- WHAT NEEDS TO BE DONE -
Say how many lines in this listing include the word "West", with no other words in the reply.

- EXTRACTED INFORMATION -
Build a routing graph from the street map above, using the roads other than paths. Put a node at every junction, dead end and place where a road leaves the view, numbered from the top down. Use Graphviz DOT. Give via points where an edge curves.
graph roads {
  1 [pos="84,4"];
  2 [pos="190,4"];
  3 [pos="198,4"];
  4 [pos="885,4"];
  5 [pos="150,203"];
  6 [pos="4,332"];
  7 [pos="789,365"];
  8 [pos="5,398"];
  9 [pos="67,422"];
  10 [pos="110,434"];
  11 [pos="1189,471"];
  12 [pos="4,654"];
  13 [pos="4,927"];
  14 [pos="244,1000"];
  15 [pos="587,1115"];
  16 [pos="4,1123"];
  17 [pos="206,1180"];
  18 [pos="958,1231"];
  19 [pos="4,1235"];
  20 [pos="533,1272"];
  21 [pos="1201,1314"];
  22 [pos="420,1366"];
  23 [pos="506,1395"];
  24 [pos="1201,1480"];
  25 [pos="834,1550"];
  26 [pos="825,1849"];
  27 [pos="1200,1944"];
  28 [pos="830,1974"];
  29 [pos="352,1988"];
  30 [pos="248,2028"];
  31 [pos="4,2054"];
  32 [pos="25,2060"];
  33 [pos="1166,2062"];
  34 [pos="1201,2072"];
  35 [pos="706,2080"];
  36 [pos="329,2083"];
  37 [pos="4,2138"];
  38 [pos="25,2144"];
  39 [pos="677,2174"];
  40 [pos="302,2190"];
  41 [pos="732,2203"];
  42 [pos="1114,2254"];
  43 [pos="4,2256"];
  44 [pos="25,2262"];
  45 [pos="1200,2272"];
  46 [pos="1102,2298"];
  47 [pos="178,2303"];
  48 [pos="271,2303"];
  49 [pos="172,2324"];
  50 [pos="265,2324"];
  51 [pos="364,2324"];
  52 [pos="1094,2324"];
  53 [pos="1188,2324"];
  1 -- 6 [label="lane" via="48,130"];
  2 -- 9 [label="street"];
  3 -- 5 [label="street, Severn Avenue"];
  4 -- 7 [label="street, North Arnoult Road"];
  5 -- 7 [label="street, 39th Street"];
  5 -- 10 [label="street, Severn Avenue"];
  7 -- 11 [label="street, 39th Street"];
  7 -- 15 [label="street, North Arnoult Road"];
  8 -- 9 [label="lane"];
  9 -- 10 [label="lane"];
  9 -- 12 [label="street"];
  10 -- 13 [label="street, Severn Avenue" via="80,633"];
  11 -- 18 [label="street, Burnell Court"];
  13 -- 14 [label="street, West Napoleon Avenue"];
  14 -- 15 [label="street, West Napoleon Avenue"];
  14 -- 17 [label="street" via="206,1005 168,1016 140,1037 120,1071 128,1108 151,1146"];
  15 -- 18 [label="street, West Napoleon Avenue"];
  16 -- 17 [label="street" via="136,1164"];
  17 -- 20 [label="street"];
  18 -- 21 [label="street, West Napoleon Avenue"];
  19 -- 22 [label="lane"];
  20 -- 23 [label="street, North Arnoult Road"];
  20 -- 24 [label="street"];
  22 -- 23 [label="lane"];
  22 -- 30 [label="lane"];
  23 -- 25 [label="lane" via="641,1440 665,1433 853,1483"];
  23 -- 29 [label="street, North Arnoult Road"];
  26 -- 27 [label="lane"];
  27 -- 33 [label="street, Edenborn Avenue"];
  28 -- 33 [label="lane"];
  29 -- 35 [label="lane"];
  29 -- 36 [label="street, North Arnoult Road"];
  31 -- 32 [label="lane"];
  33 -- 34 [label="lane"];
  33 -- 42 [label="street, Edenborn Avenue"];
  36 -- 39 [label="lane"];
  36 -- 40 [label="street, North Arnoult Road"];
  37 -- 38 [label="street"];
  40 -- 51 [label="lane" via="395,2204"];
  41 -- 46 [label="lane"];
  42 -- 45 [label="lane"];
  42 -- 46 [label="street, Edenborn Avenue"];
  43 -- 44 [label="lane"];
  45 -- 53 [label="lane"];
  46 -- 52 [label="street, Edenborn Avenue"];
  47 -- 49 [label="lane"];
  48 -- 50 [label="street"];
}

- EXERCISE OUTPUT -
4